There is also an “empirical if”: if Khamenei—as we know him—insists on his own reading, he may still hold a view similar to what he expressed in Dey 1396 (December 22, 2017–January 20, 2018) about the United States and Donald Trump:
Reagan was more of an actor than this current individual (Trump)—stronger and, of course, more rational—and he in fact acted against the Iranian people and shot down our passenger aircraft. Yet now he is being questioned at the gate of divine punishment, while the Islamic Republic continues to grow and advance with greater authority. This path will continue under the current U.S. president (Donald Trump) as well, and their longing to see the Islamic Republic removed or weakened will remain unfulfilled. Some American officials, with outward flexibility—covering their iron hand with a velvet glove—managed at one point to distract some of us, but they were quickly exposed, and today the reality of America’s corrupt intentions toward Islam and the Islamic Republic has become fully clear.
The “Islamic Republic of 2017” was in a fundamentally different situation from the “Islamic Republic of 2026,” but its leader is known for not acknowledging error and not backing down in moments of crisis. Have the blows of recent years and the decline of the Islamic Republic’s power transformed Khamenei? Unlikely.
If Khamenei’s view has not changed, then the arrangement on the Islamic Republic’s side is clear.

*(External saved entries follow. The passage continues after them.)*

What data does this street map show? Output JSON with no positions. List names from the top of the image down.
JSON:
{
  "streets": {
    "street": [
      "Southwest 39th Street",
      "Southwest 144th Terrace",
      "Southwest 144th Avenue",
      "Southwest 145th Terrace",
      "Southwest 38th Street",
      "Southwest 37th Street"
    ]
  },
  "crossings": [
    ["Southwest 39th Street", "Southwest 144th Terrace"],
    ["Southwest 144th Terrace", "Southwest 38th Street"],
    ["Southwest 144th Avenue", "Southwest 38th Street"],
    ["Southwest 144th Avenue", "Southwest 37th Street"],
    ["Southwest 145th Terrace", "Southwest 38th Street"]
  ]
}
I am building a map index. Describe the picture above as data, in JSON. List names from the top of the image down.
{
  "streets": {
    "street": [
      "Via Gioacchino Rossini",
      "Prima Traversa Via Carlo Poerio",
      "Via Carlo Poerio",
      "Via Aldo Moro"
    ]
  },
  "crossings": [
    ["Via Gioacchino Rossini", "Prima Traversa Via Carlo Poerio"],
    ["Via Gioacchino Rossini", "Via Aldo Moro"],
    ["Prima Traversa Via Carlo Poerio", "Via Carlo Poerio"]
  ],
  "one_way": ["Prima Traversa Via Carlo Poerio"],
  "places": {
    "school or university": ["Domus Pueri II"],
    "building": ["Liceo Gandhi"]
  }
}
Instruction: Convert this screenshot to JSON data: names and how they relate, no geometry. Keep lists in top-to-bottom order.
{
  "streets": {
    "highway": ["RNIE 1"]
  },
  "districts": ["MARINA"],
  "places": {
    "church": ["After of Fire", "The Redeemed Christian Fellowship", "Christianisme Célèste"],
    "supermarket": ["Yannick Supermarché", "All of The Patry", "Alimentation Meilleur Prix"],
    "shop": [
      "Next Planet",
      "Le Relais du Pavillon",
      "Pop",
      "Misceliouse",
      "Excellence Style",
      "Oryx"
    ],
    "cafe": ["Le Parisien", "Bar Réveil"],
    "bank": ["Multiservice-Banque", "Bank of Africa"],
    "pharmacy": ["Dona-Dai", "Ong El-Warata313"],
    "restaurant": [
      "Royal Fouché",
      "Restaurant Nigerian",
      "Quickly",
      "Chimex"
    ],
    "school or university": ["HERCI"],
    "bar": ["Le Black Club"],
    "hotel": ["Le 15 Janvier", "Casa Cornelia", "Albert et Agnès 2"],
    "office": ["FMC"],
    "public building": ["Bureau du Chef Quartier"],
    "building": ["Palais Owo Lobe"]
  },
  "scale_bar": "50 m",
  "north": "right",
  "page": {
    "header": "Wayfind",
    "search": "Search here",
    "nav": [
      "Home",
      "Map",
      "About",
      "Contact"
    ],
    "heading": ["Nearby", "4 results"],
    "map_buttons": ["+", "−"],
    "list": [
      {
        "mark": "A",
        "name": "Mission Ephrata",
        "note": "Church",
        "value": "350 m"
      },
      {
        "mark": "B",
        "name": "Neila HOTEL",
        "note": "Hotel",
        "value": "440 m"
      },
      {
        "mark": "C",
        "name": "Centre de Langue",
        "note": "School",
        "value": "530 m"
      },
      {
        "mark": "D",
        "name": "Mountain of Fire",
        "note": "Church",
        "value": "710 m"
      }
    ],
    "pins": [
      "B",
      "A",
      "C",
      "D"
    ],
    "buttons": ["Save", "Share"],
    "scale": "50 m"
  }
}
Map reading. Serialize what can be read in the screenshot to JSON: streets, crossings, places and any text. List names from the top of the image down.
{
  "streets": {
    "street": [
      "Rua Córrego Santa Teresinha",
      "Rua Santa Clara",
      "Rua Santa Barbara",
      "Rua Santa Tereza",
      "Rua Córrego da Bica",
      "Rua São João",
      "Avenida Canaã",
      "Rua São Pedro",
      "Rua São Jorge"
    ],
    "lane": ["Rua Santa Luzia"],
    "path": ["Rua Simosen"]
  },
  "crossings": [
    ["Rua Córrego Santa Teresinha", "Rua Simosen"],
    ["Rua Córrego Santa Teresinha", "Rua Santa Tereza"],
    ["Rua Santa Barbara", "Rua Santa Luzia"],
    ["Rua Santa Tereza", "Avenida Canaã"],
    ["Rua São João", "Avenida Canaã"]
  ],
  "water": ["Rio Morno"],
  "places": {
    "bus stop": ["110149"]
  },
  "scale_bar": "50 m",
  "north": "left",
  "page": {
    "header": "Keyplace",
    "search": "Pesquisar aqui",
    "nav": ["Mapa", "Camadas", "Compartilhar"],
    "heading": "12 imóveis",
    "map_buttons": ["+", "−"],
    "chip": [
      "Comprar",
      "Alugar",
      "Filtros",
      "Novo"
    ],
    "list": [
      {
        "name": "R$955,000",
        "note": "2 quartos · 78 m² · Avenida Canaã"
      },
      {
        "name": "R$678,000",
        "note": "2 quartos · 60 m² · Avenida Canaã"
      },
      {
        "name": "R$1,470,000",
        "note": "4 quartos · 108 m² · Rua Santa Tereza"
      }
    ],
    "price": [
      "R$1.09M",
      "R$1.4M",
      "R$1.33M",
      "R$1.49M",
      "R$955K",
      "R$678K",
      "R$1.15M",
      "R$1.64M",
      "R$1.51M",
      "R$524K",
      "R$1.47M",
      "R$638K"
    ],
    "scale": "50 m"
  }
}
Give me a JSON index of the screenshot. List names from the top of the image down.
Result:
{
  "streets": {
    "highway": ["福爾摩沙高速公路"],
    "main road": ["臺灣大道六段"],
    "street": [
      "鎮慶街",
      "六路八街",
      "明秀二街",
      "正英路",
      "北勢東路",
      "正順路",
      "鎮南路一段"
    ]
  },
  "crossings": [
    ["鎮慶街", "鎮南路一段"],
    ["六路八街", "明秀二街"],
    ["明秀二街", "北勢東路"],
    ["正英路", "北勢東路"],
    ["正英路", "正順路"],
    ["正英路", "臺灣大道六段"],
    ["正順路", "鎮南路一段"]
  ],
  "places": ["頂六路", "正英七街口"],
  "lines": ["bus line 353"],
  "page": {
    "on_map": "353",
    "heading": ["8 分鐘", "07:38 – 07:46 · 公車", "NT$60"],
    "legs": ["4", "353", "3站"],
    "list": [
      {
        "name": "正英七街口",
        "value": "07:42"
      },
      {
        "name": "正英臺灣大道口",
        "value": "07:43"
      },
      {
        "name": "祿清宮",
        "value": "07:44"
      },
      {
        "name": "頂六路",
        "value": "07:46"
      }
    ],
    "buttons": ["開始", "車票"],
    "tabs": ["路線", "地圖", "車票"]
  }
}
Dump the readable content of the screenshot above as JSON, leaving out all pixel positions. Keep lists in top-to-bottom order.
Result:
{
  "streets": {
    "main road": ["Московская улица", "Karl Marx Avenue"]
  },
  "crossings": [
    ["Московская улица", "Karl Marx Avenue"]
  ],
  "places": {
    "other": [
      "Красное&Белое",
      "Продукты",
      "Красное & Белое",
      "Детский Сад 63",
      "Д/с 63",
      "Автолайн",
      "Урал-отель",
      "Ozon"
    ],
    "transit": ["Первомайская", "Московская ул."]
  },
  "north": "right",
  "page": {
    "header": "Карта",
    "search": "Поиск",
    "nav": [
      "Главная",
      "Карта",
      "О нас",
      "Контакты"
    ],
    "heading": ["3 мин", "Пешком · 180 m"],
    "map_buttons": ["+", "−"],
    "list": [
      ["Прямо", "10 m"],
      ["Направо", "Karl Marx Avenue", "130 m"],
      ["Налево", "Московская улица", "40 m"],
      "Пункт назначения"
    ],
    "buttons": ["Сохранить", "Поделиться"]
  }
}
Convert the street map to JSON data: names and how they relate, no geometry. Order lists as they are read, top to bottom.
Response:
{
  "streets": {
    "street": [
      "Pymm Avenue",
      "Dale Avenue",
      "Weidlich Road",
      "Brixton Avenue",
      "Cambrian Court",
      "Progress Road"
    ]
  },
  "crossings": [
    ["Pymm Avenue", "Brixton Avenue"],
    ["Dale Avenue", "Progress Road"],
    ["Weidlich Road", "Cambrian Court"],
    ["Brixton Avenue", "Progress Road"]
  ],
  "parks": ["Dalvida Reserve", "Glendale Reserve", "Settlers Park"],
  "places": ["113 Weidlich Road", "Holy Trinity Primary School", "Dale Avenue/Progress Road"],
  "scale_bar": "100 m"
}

This leaves the American side—and the question: has Trump backed off? The evidence suggests no. What we see today is not retreat, but the simultaneous use of two classic tools of U.S. foreign policy: maximum military pressure and the opening of a narrow diplomatic window.
On the Islamic Republic’s side, even this level of tactical backing down (if it can be called that at all) has had no precedent under Ali Khamenei’s leadership. Perhaps the Supreme Leader’s reading of the current position could make the impossible possible. But even then, the riddle of “the day after” remains unanswered: If we give these things and a few weeks or months later they come after us again, then what? If we trade these things but remain trapped under sanctions and economic suffocation, then what? If we surrender these things but the people pour back into the streets, then what?
The Islamic Republic today is in a situation where its choices have been reduced to two options: hard confrontation or unconditional surrender. Is there a third way? For now, no sign of such a third way is visible on the horizon.
Negotiation may buy time, but it does not appear capable of solving, in any fundamental way, the multi-variable equation of “legitimacy, security, and survival” for the “Islamic Republic of Khamenei.” From this perspective, it seems Trump has not backed off—he has simply not pulled the trigger yet.